We believe that HSS Engineers, an engineering consultancy, is an early beneficiary of the acceleration in infrastructure spending and revival of large-scale projects by the Malaysian government. Its order book increased to about RM587m as at end-2019 after it clinched the Johor BRT contract. With more infrastructure projects in the pipeline, we believe prospects for HSS to grow its order book will improve in 2020. We expect the 4Q19 earnings to reverse the 9M19 loss. We reiterate our BUY call with a target price of RM1.18, based on a 2020E PER of 26x.
HSS expanded its order book to about RM587m as at end-2019 from RM546m as at end-Sep 2019. It secured new contracts worth RM210m in 2019, but the reduction in scope of works for the Klang Valley MRT Line 2 (MRT2) project reduced the net new contract wins to RM181m. Some of the key new contracts secured are for the Northern Corridor Economic Region (NCER), Pan Borneo Highway (PBH) Sabah, East Coast Rail Link (ECRL) and Johor Bus Rapid Transit (BRT). We understand that additional works could be awarded to HSS for these projects going forward.
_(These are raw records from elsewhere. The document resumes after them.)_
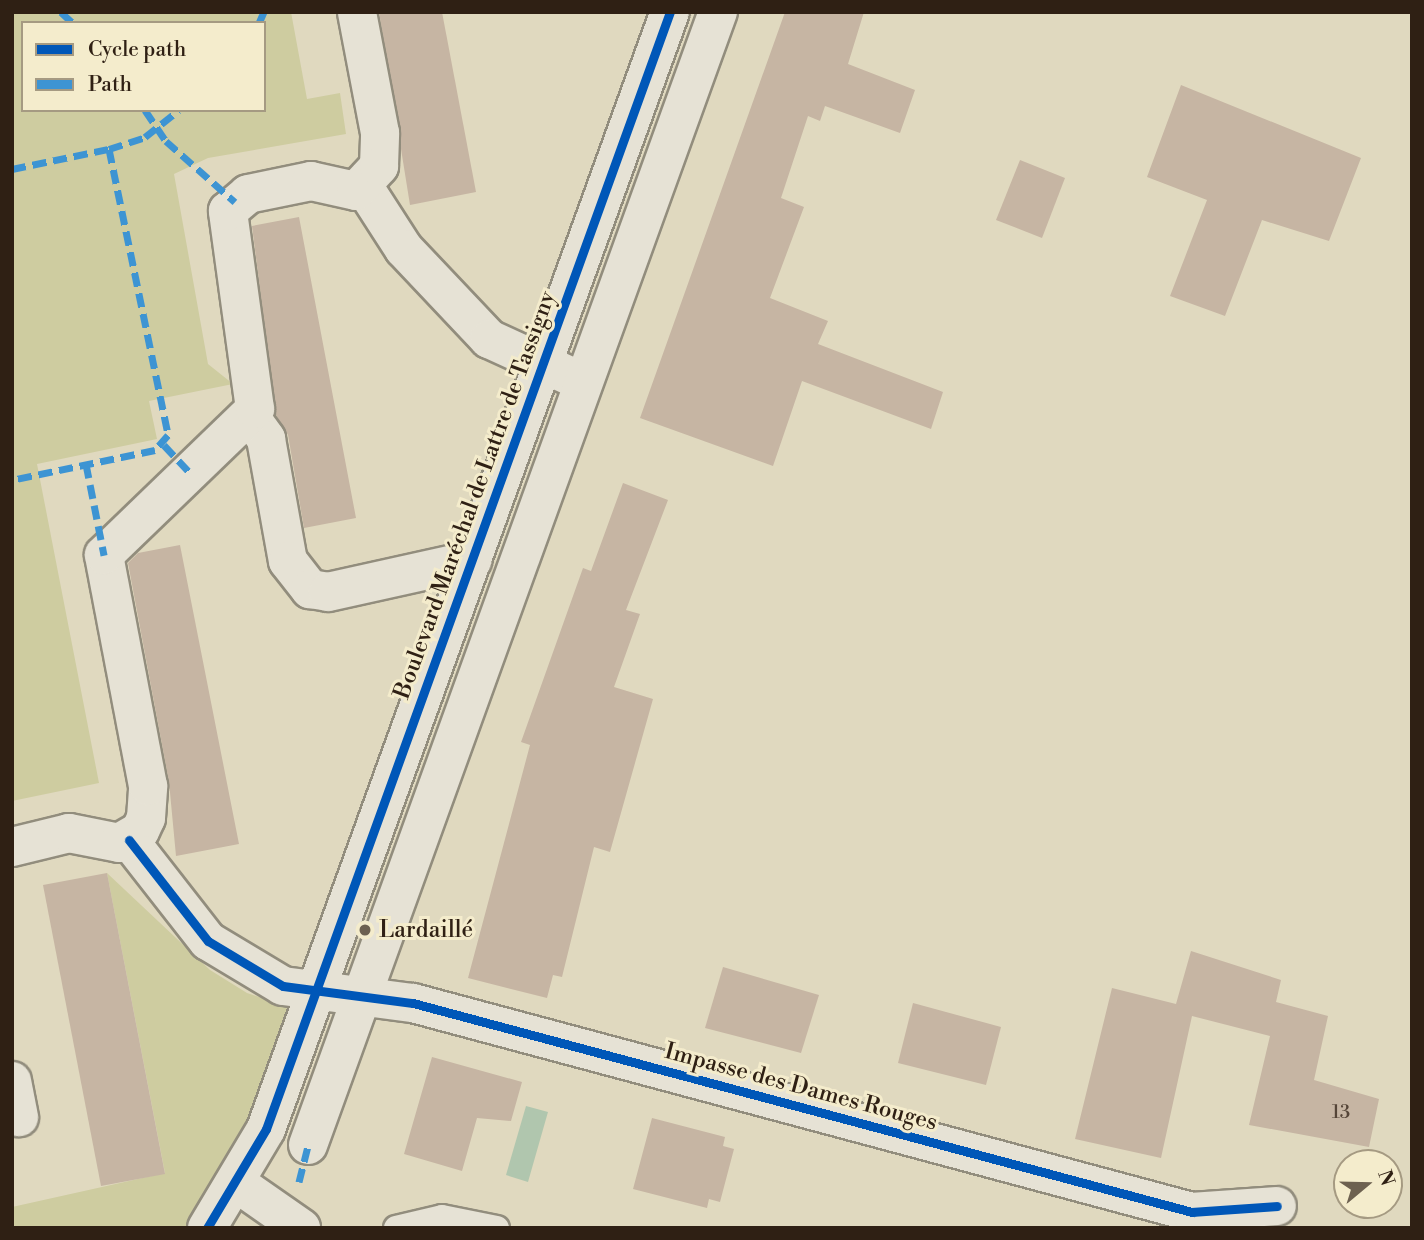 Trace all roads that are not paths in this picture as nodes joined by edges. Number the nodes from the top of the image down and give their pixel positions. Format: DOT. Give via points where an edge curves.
graph roads {
  1 [pos="357,12"];
  2 [pos="670,12"];
  3 [pos="718,12"];
  4 [pos="364,187"];
  5 [pos="542,366"];
  6 [pos="584,382"];
  7 [pos="251,418"];
  8 [pos="472,560"];
  9 [pos="129,840"];
  10 [pos="12,847"];
  11 [pos="316,990"];
  12 [pos="362,996"];
  13 [pos="308,1145"];
  14 [pos="238,1184"];
  15 [pos="1277,1206"];
  16 [pos="207,1228"];
  17 [pos="301,1228"];
  18 [pos="396,1228"];
  19 [pos="497,1228"];
  1 -- 4 [label="street" via="382,150"];
  2 -- 5 [label="street, Boulevard Maréchal de Lattre de Tassigny"];
  3 -- 6 [label="street"];
  4 -- 5 [label="street, Boulevard Maréchal de Lattre de Tassigny" via="404,249 465,317 489,339"];
  4 -- 7 [label="street" via="348,192 311,181 248,194 228,211 257,390"];
  5 -- 6 [label="street, Boulevard Maréchal de Lattre de Tassigny"];
  5 -- 8 [label="street, Boulevard Maréchal de Lattre de Tassigny"];
  6 -- 12 [label="street"];
  7 -- 8 [label="street, Boulevard Maréchal de Lattre de Tassigny" via="266,439 288,561 310,589 328,592"];
  7 -- 9 [label="street" via="106,547 148,786 146,818"];
  8 -- 11 [label="street, Boulevard Maréchal de Lattre de Tassigny"];
  9 -- 10 [label="street" via="69,834"];
  9 -- 11 [label="street" via="189,921 228,958 283,986"];
  11 -- 12 [label="street, Impasse des Dames Rouges"];
  11 -- 14 [label="street, Boulevard Maréchal de Lattre de Tassigny" via="266,1129"];
  12 -- 13 [label="street"];
  12 -- 15 [label="street, Impasse des Dames Rouges" via="426,1006 1192,1212"];
  14 -- 16 [label="street, Boulevard Maréchal de Lattre de Tassigny"];
  14 -- 17 [label="street"];
  18 -- 19 [label="lane" via="442,1217"];
}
HSS is bidding for over RM300m worth of new contracts with good prospects to further expand its order book in 2020, including the water-related infrastructure projects, and Bayan Lepas Light Rail Transit (LRT). The potential revival of the MRT3 and Kuala Lumpur-Singapore High Speed Rail (HSR) projects will also provide opportunities for HSS to win contracts as it had been involved in preliminary works for the projects. We maintain our new contract win assumption of RM250m for 2020.
HSS and its partners lost the tender for the Large Scale Solar Phase 3 (LSS3) project as competition was stiff. However, it continues to explore projects that generate long-term recurring income that involve equity investments and operational and maintenance contracts.
We believe that potential news flow of new contract awards will drive the positive re-rating of HSS’ share price. We reaffirm our BUY call with a 12- month target price of RM1.18, based on a target 2020E PER of 26x, which is below its 5-year mean of 33x. Key downside risks are delays in winning new contracts and execution risks.